Step 4

Step 4 Audio Clip

Step 4

4.  Made a searching and fearless moral inventory of ourselves.[1]

Writing my inventory was scary for me at first. I didn’t want to look at myself. I was so full of shame and self-loathing that I felt like it was going to be too awful to look at myself and my faults.

I’ve written my inventory more than once, and in different ways.  I have done relationships inventories, chronological inventories, behaviors and beliefs inventories, and defects of character inventories. As I described in my earlier chapter “What’s a Fearless Moral Inventory,” this book is an example of two different types of inventories, a relationships inventory and a defects of character inventory.

All of my inventories have been very insightful.  I was very brave in all of them; I wrote out everything.

This included every little sin:

  • Biting the pickle and putting it back at Chief Charlies
  • Telling Cain I would have sex with him when I had no intention of doing so
  • Letting my father get Alzheimer’s
  • Being too busy so Alex fell out of love with me
  • Not being perfect
  • Not being thin
  • Not being a good guitar player
  • Failing at my Hollywood stardom mission
  • Falling asleep at the wheel while driving
  • Getting in car accidents
  • Masturbating in my dorm room when my roommate was asleep
  • Making Gad responsible for my feelings
  • Making Sam responsible for my feelings
  • Being naked with Travis when I didn’t want to be
  • Fornicating with Brad
  • Doing sexual things with Brad that I didn’t want to do.

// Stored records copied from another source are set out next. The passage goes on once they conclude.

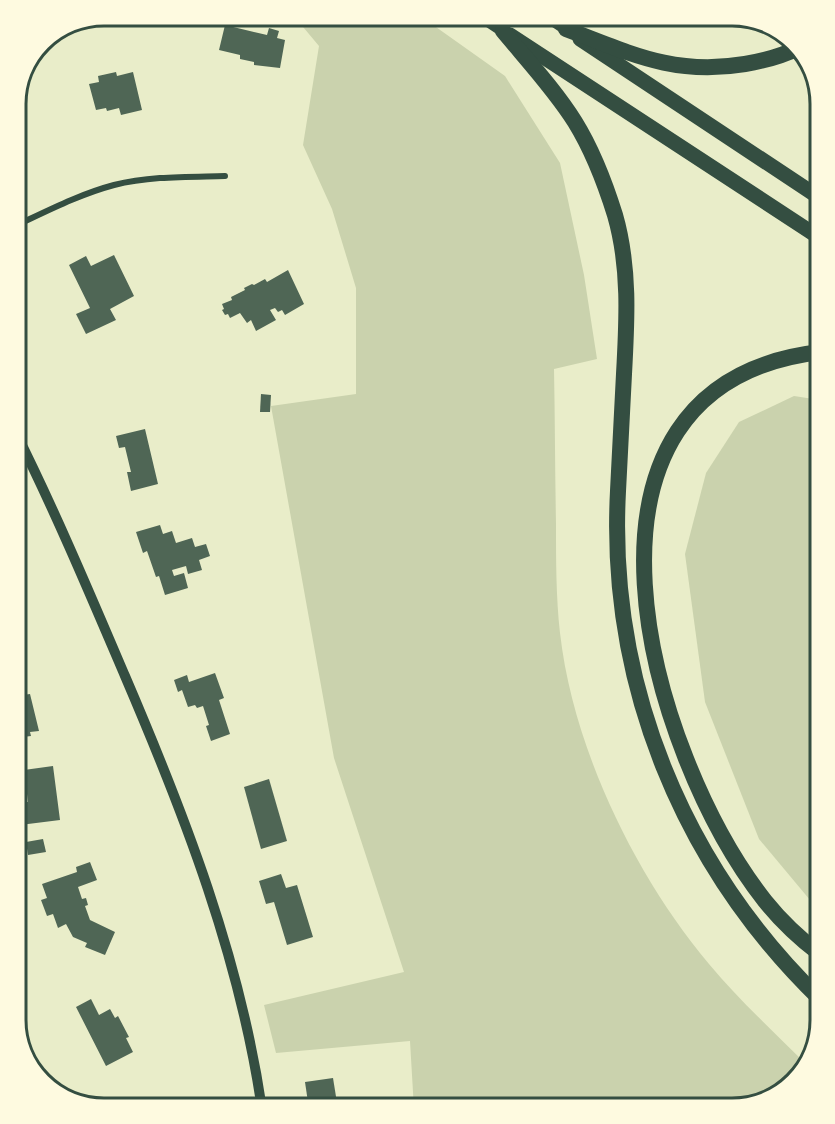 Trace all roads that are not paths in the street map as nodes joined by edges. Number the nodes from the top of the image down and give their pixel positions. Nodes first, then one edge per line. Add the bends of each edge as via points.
1 (496, 26) edge
2 (562, 26) edge
3 (566, 29) junction
4 (503, 31) junction
5 (789, 51) edge
6 (225, 176) dead end
7 (810, 191) edge
8 (26, 221) edge
9 (810, 231) edge
10 (810, 353) edge
11 (26, 453) edge
12 (810, 946) edge
13 (810, 989) edge
14 (260, 1098) edge

1 - 4 main road
2 - 3 main road
3 - 5 highway via 672,66 705,68 751,63
3 - 7 main road
4 - 9 main road
4 - 13 highway via 563,105 584,138 607,190 621,242 627,292 618,559 623,621 644,713 675,795 716,872 766,941
6 - 8 street via 151,178 114,185
10 - 12 highway via 764,363 720,387 702,402 681,427 659,466 644,540 645,597 656,664 676,734 698,788 764,899
11 - 14 street via 77,563 185,822 226,943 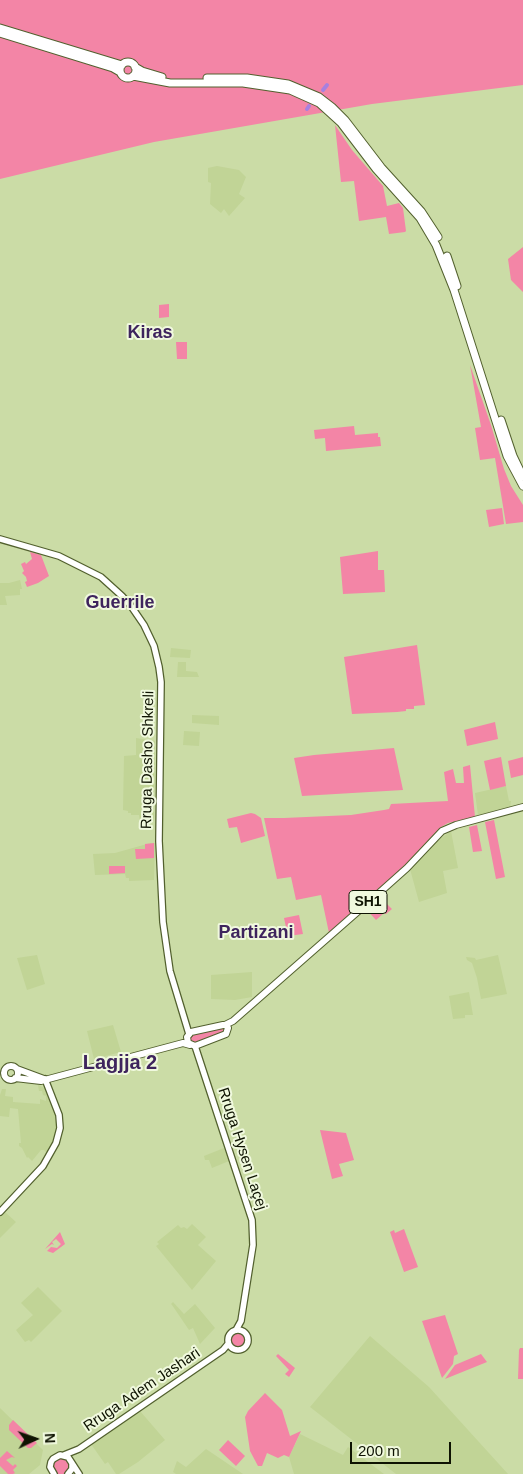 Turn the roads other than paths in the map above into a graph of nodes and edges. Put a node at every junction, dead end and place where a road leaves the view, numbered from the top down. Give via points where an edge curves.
1 (0, 28) edge
2 (0, 33) edge
3 (135, 67) junction
4 (122, 68) junction
5 (133, 76) junction
6 (523, 477) edge
7 (523, 486) edge
8 (0, 539) edge
9 (523, 808) edge
10 (227, 1028) junction
11 (189, 1034) junction
12 (182, 1043) junction
13 (193, 1046) junction
14 (17, 1070) junction
15 (2, 1073) edge
16 (12, 1079) junction
17 (45, 1079) junction
18 (0, 1080) edge
19 (0, 1212) edge
20 (241, 1321) junction
21 (236, 1330) junction
22 (243, 1332) junction
23 (230, 1346) junction
24 (76, 1451) junction
25 (64, 1455) junction
26 (71, 1462) junction
27 (52, 1473) edge
28 (68, 1474) edge
29 (79, 1474) edge

1 - 4 highway
2 - 4 highway
3 - 4 highway via 130,63
3 - 5 highway
3 - 6 highway via 169,78 247,78 288,84 319,98 339,114 421,211 444,248 513,456
4 - 5 highway via 126,78
5 - 7 highway via 170,83 243,83 290,90 319,103 341,123 376,169 420,218 436,244 507,456
8 - 11 main road, Rruga Dasho Shkreli via 59,556 101,577 132,606 154,646 161,682 159,841 162,922 170,971
9 - 10 main road, SH1 via 442,831 406,868
10 - 11 main road
10 - 13 main road via 225,1035
11 - 12 main road
11 - 13 main road via 188,1040
12 - 13 main road
12 - 17 main road
13 - 20 main road, Rruga Hysen Laçej via 252,1220 254,1237
14 - 15 main road via 11,1066
14 - 16 main road via 18,1074
14 - 17 main road
15 - 16 main road
16 - 17 main road
16 - 18 main road
17 - 19 main road via 58,1115 60,1131 43,1166
20 - 21 main road
20 - 22 main road
21 - 22 main road
21 - 23 main road via 228,1336
22 - 23 main road via 247,1337 246,1344 241,1349
23 - 24 main road, Rruga Adem Jashari
24 - 25 main road
24 - 26 main road
25 - 26 main road
25 - 27 main road via 53,1458
26 - 28 main road via 72,1469
26 - 29 main road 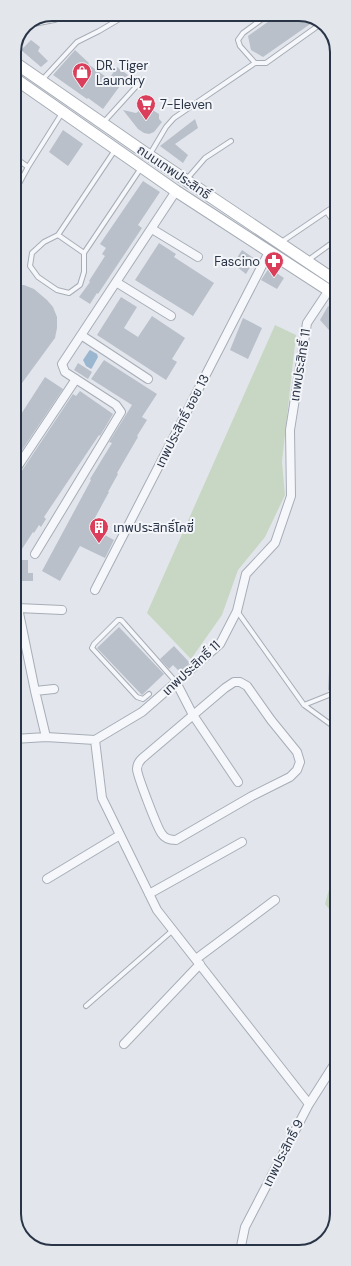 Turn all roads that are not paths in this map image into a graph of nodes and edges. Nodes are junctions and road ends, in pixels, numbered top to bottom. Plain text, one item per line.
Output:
1 (116, 21) edge
2 (259, 21) edge
3 (317, 27) edge
4 (254, 63) junction
5 (21, 67) edge
6 (142, 80) dead end
7 (42, 81) junction
8 (21, 87) edge
9 (62, 112) junction
10 (103, 124) junction
11 (231, 141) dead end
12 (116, 148) junction
13 (149, 155) junction
14 (21, 162) edge
15 (142, 166) junction
16 (28, 167) junction
17 (21, 180) edge
18 (186, 180) junction
19 (176, 191) junction
20 (330, 210) edge
21 (327, 212) junction
22 (330, 216) edge
23 (152, 229) junction
24 (58, 235) junction
25 (280, 243) junction
26 (330, 244) edge
27 (269, 252) junction
28 (84, 253) junction
29 (198, 257) dead end
30 (307, 261) junction
31 (330, 277) edge
32 (116, 282) junction
33 (330, 292) edge
34 (330, 295) edge
35 (171, 316) dead end
36 (81, 335) junction
37 (76, 379) junction
38 (148, 380) dead end
39 (21, 462) edge
40 (35, 554) dead end
41 (95, 590) dead end
42 (21, 608) edge
43 (62, 610) dead end
44 (237, 611) junction
45 (21, 630) edge
46 (176, 682) junction
47 (54, 689) dead end
48 (35, 691) junction
49 (149, 694) dead end
50 (330, 695) edge
51 (304, 705) junction
52 (194, 715) junction
53 (330, 724) edge
54 (46, 737) junction
55 (21, 739) edge
56 (95, 740) junction
57 (238, 782) dead end
58 (120, 834) junction
59 (242, 842) dead end
60 (47, 879) dead end
61 (149, 894) junction
62 (275, 900) dead end
63 (173, 930) junction
64 (198, 961) junction
65 (86, 1006) dead end
66 (124, 1044) dead end
67 (330, 1071) edge
68 (309, 1104) junction
69 (241, 1245) edge

1 - 7 lane
2 - 4 lane
3 - 4 lane
4 - 13 lane
5 - 7 main road, ถนนเทพประสิทธิ์
6 - 10 lane
7 - 10 main road, ถนนเทพประสิทธิ์
8 - 9 main road, ถนนเทพประสิทธิ์
9 - 12 main road, ถนนเทพประสิทธิ์
9 - 16 lane
10 - 13 main road, ถนนเทพประสิทธิ์
11 - 18 lane
12 - 15 main road, ถนนเทพประสิทธิ์
12 - 24 lane
13 - 18 main road, ถนนเทพประสิทธิ์
14 - 16 lane
15 - 19 main road, ถนนเทพประสิทธิ์
15 - 28 lane
16 - 17 lane
18 - 25 main road, ถนนเทพประสิทธิ์
19 - 23 street
19 - 27 main road, ถนนเทพประสิทธิ์
20 - 21 lane
21 - 22 lane
21 - 25 lane
23 - 29 street
23 - 32 street
24 - 28 lane
24 - 28 lane
25 - 30 main road, ถนนเทพประสิทธิ์
26 - 30 lane
27 - 33 main road, ถนนเทพประสิทธิ์
27 - 41 street, เทพประสิทธิ์ ซอย 13
30 - 31 main road, ถนนเทพประสิทธิ์
32 - 35 street
32 - 36 street
34 - 44 street, เทพประสิทธิ์ 11
36 - 37 street
36 - 38 street
37 - 39 street
37 - 40 street
42 - 43 street
44 - 46 street, เทพประสิทธิ์ 11
44 - 51 lane
45 - 48 street
46 - 49 lane
46 - 52 street
46 - 56 street, เทพประสิทธิ์ 11
47 - 48 street
48 - 54 street
50 - 51 lane
51 - 53 lane
52 - 52 street
52 - 57 street
54 - 55 street
54 - 56 street
56 - 58 street
58 - 60 street
58 - 61 street
59 - 61 street
61 - 63 street
62 - 64 street
63 - 64 street
63 - 65 lane
64 - 66 street
64 - 68 street
67 - 68 street, เทพประสิทธิ์ 9
68 - 69 street, เทพประสิทธิ์ 9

No boundaries.  I wrote it all out.  Every little screw-up. 

It was very difficult for me to face the fact that I had to hold myself accountable in the molestation event with Cain. I told him I would have sex with him when I had no intention of doing so. That was a very difficult thing for me to look at.  But it did teach me to let my yes be yes and my no be no. That was a tough lesson.

Step 4 is a really tough, raw, long, hard look at myself every time I do it.  It is always very enlightening, and humbling.


[1] Codependence Anonymous, Codependents Anonymous. (Dallas, TX: CoDA Resource Publishing, 1995), p. vi.